Great .NET Blogs to Follow: Part 1

The world of .NET continues to evolve and expand. And, as such, that means there’s a lot to keep up with.

But you don’t necessarily want to just dive in without a "net," so to speak. (Hence, our other recent recommendation-based posts on must-read programming books, great C# blogs to follow, and more.)

So here’s a look at my occasional perusal of the blog-o-sphere, specifically on some of the best .NET blogs to follow. (There are definitely some good ones for you this month!)

1. Build Please: Nick Chamberlain

Nick Chamberlain runs a great blog he calls Build Please. Just from an organizational standpoint, it’s quite well laid out. You’ll find a running table of contents on the right side of the screen. You can easily scroll and scan to find topics that interest you.
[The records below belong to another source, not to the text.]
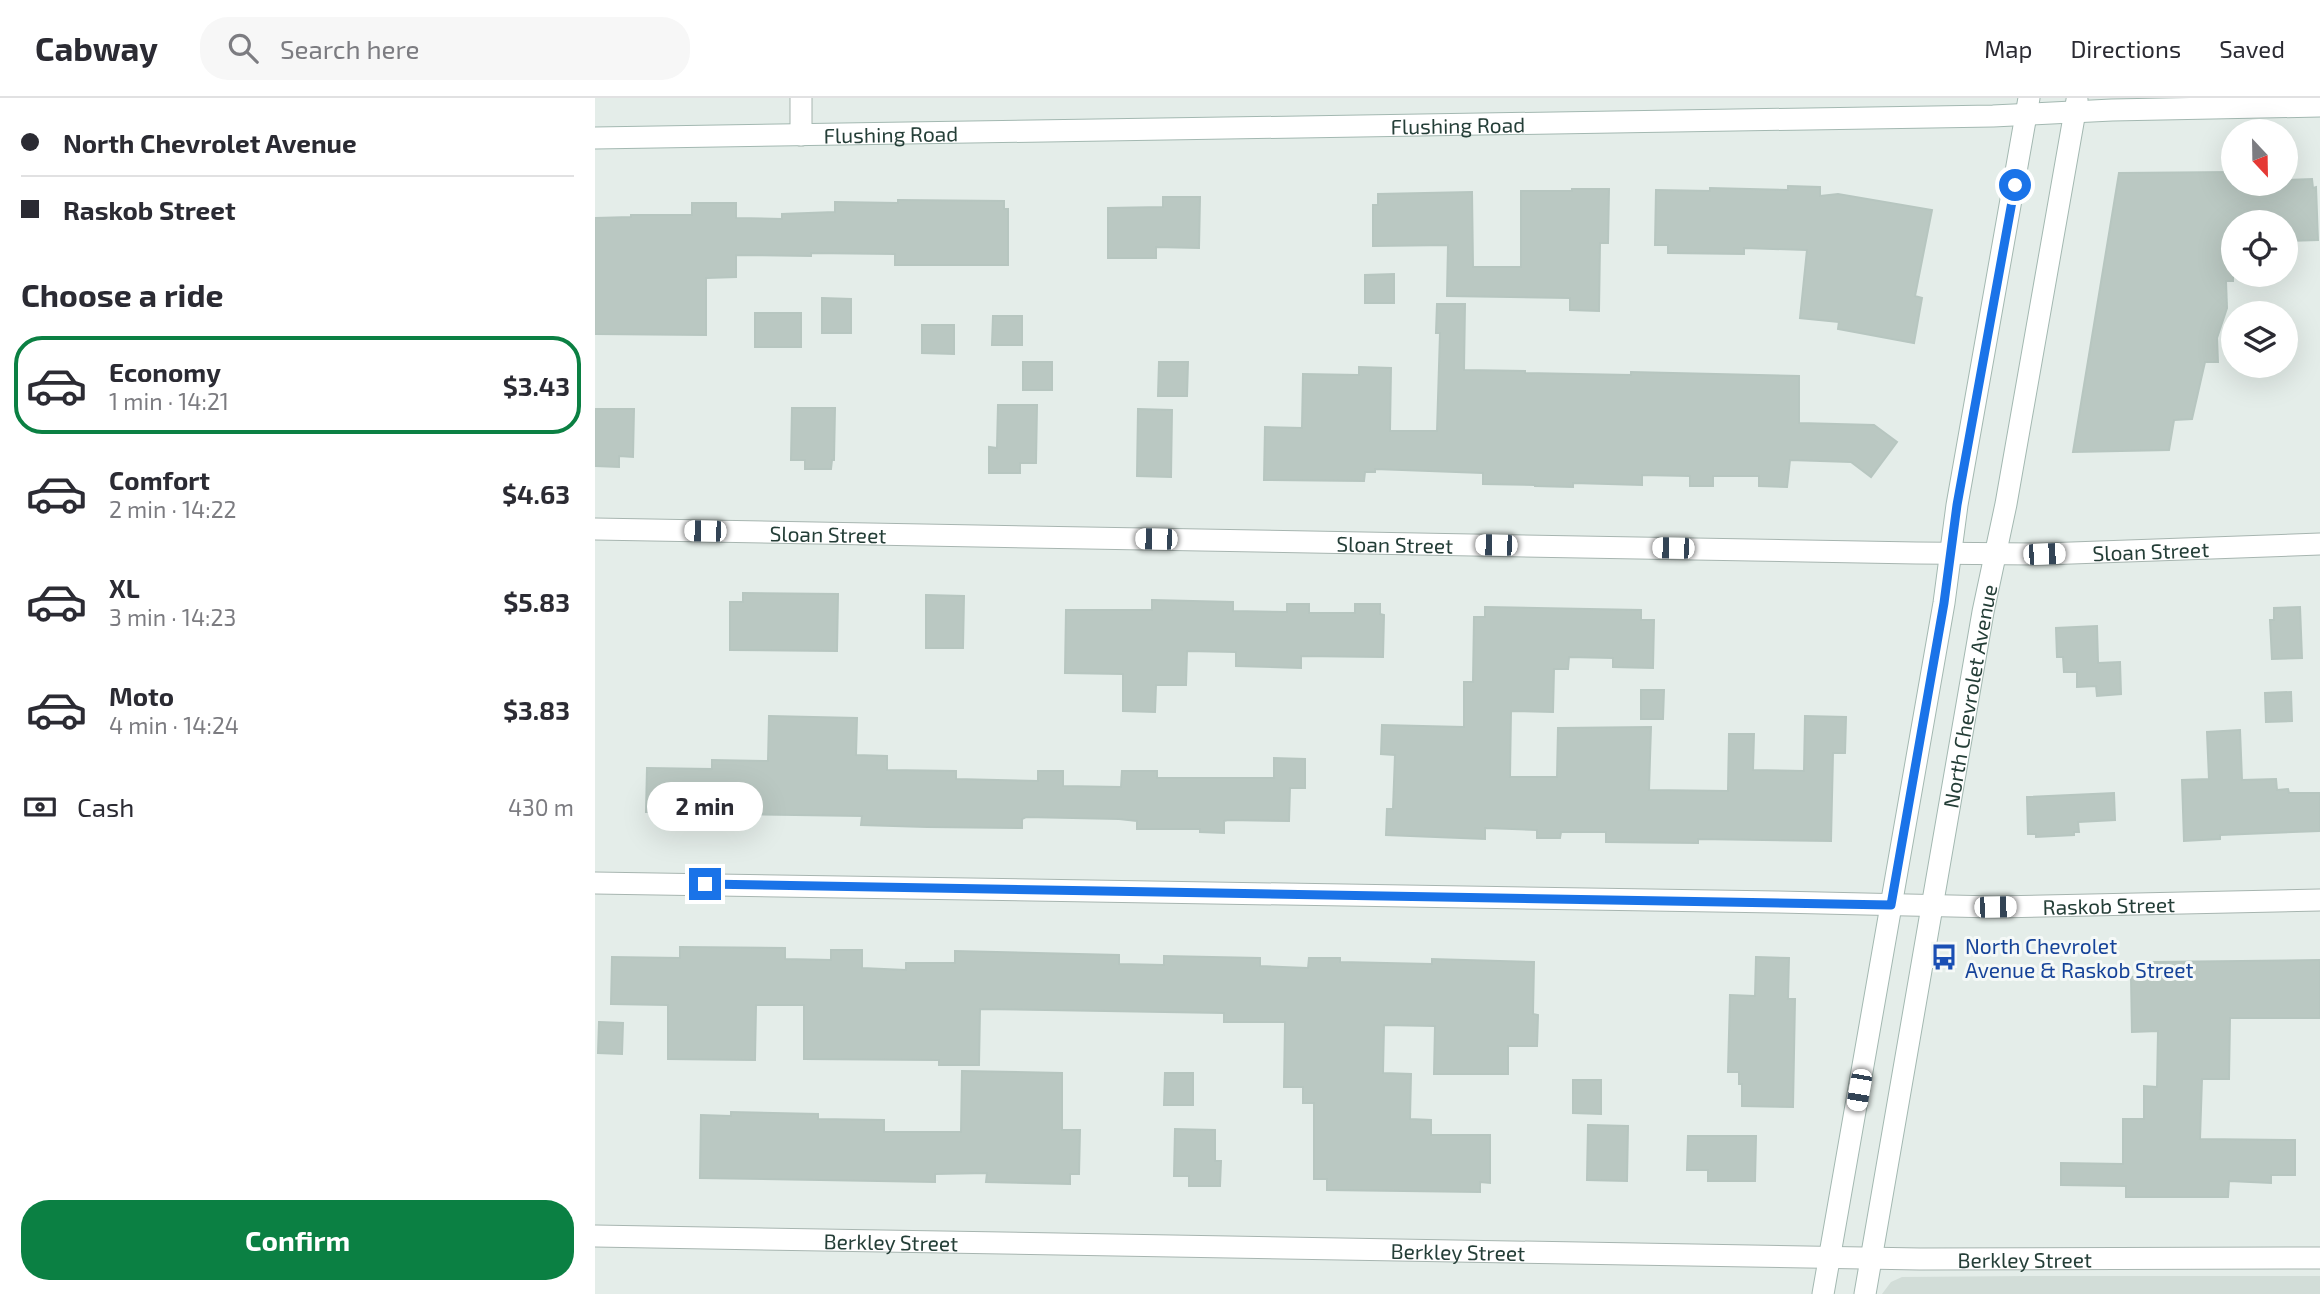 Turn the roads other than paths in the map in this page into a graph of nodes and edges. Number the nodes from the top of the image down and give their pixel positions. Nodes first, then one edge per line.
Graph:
1 (801, 98) edge
2 (2076, 105) edge
3 (2027, 106) edge
4 (2320, 106) edge
5 (801, 135) junction
6 (595, 138) edge
7 (595, 529) edge
8 (2320, 544) edge
9 (1951, 553) junction
10 (1996, 553) junction
11 (595, 883) edge
12 (2320, 900) edge
13 (1891, 905) junction
14 (1933, 906) junction
15 (595, 1236) edge
16 (1830, 1257) junction
17 (1871, 1258) junction
18 (2320, 1258) edge
19 (1823, 1294) edge
20 (1865, 1294) edge

1 - 5 street
2 - 3 street, Flushing Road
2 - 4 street, Flushing Road
2 - 10 street, North Chevrolet Avenue
3 - 5 street, Flushing Road
3 - 9 street, North Chevrolet Avenue
5 - 6 street, Flushing Road
7 - 9 street, Sloan Street
8 - 10 street, Sloan Street
9 - 10 street, Sloan Street
9 - 13 street, North Chevrolet Avenue
10 - 14 street, North Chevrolet Avenue
11 - 13 street, Raskob Street
12 - 14 street, Raskob Street
13 - 14 street, Raskob Street
13 - 16 street, North Chevrolet Avenue
14 - 17 street, North Chevrolet Avenue
15 - 16 street, Berkley Street
16 - 17 street, Berkley Street
16 - 19 street, North Chevrolet Avenue
17 - 18 street, Berkley Street
17 - 20 street, North Chevrolet Avenue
Chamberlain knows all the angles of .NET. Some of the topics he has covered include Domain Driven Design, Command Query Responsibility Separation, and Event Sourcing. He covers the principles of each, and clearly feels your pain as “everything becomes a decision-making nightmare.”

He also covers diverse .NET topics like using delegates, testing time dependent code, mapping nested JSON objects to a .NET dictionary and changing a type within a class when you instantiate. He also provides weekly keyboard shortcuts. I love those types of things—quick tips and tricks you can put to use immediately. Check out the rest here at Build Please.

2. Thomas Levesque

Thomas Levesque also runs a slick .NET blog. This no-nonsense blog covers tips, workarounds and sneak previews. One of his recent previews took a look at some of the new C# 7 features in the forthcoming Visual Studio "15" (not to be confused with Visual Studio 2015). He particularly likes the new lightweight installer, which sounds like a great idea indeed. His real interest is the compiler and works in some of the C# 7 features like local functions, pattern matching, and binary literals.
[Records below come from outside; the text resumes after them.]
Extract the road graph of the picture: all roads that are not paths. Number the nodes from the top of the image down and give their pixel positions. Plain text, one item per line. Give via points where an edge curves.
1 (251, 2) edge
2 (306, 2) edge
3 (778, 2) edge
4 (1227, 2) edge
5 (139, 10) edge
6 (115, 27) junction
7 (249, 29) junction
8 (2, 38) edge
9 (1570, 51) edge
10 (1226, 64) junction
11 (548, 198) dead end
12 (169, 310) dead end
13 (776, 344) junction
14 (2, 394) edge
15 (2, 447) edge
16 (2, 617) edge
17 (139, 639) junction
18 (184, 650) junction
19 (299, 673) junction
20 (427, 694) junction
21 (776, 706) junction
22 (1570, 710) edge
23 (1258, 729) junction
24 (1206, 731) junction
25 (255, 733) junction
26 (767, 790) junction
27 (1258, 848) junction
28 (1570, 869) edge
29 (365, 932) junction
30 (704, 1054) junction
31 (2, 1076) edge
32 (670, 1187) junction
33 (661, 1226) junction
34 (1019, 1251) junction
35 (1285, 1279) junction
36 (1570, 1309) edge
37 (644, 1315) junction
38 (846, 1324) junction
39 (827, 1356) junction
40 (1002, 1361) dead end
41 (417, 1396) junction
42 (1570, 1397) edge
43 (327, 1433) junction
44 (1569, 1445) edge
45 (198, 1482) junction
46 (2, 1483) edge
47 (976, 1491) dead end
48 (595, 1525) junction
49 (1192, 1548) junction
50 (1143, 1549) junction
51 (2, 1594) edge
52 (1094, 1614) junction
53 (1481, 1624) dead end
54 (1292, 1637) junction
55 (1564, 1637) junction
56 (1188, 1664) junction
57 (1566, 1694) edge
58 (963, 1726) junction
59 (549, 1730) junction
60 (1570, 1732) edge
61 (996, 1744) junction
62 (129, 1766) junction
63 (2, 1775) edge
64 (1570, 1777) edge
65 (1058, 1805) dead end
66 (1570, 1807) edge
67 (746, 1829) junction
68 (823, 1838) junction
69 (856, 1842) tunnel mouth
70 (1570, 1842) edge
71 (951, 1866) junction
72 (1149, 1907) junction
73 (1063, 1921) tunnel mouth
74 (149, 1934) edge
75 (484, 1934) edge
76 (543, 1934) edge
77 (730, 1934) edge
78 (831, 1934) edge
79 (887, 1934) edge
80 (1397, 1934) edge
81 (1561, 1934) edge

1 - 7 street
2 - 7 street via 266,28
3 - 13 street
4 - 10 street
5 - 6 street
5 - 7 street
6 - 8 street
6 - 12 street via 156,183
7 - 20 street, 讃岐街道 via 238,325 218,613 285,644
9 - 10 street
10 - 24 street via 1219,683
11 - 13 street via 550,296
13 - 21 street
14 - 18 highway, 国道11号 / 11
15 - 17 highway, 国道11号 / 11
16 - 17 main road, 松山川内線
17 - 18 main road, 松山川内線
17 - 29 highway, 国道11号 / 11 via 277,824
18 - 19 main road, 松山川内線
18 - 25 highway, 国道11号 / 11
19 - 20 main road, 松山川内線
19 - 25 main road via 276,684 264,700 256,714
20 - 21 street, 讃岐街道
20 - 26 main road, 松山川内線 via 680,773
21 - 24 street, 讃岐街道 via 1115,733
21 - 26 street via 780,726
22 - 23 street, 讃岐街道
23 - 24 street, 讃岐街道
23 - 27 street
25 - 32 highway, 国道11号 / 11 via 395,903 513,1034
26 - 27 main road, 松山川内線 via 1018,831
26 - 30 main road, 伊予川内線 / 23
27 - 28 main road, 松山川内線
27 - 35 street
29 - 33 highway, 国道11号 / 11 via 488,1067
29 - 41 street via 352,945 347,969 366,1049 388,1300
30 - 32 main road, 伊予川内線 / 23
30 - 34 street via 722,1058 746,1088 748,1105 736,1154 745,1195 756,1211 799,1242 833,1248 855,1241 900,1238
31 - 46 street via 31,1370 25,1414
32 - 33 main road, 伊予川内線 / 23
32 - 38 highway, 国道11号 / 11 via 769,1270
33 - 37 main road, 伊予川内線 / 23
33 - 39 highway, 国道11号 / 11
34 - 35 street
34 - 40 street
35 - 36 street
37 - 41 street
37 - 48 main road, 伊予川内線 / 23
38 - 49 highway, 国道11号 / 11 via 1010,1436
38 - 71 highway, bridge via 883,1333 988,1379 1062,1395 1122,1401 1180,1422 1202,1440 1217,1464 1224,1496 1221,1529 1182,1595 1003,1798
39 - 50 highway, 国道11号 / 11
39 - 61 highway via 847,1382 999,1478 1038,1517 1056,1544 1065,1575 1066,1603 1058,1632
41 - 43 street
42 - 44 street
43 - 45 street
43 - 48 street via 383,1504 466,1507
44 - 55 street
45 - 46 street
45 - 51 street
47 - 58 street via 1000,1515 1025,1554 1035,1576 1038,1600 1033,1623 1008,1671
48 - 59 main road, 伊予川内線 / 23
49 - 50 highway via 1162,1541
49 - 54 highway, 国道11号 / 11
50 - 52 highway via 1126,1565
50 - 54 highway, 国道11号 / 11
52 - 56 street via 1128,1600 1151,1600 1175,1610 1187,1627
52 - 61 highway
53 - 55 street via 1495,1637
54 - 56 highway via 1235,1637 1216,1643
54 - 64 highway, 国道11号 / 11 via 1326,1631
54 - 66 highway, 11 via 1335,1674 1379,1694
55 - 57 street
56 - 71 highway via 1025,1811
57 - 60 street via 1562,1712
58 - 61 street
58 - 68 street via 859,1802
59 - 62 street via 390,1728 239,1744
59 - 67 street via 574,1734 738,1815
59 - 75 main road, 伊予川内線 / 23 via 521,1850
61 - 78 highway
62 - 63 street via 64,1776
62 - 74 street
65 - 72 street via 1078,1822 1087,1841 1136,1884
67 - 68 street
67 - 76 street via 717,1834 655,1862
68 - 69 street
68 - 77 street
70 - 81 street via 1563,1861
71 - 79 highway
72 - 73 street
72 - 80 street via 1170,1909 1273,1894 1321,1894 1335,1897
The rest of his blog is very hands-on and how-to focused, with posts covering explicitly switching to the UI thread in an async method, retrieving dates as UTC in SQLite, creating an auto-mocking container with Unity and FakeItEasy, and customizing string interpolation in C# 6. I like the practical, clear instructional tone of Levesque’s posts. Another side note about Thomas Levesque’s blog—you can read it in French if you’d like. Visit thomaslevesque.com to learn more.

3. Tony Sneed

Another notable blog comes to us from Tony Sneed. The native Slovakian trainer and consultant delivers a nice straightforward educational blog covering germane and up-to-date subjects like using the simple MVVM toolkit, getting your Visual Studio code ready for TypeScript 3, using EF6 with ASP.NET MVC Core 1.0, and moving to MVC 6 from WCF.

The MVC 6 post does a good job reflecting Sneed’s tone and style. “The time has come to say goodbye to Windows Communication Foundation (WCF),” he writes. “Yes, there are plenty of WCF apps in the wild—and I’ve built a number of them. But when it comes to selecting a web services stack for greenfield applications, you should no longer use WCF. There are many reasons why WCF has lost its luster, but the bottom line is that WCF was written for a bygone era and the world has moved on.” You can find Tony’s words of wisdom by visiting blog.tonysneed.com.

So you don’t ever have to go it alone. You’ve always got help getting the most out of everyone’s favorite framework.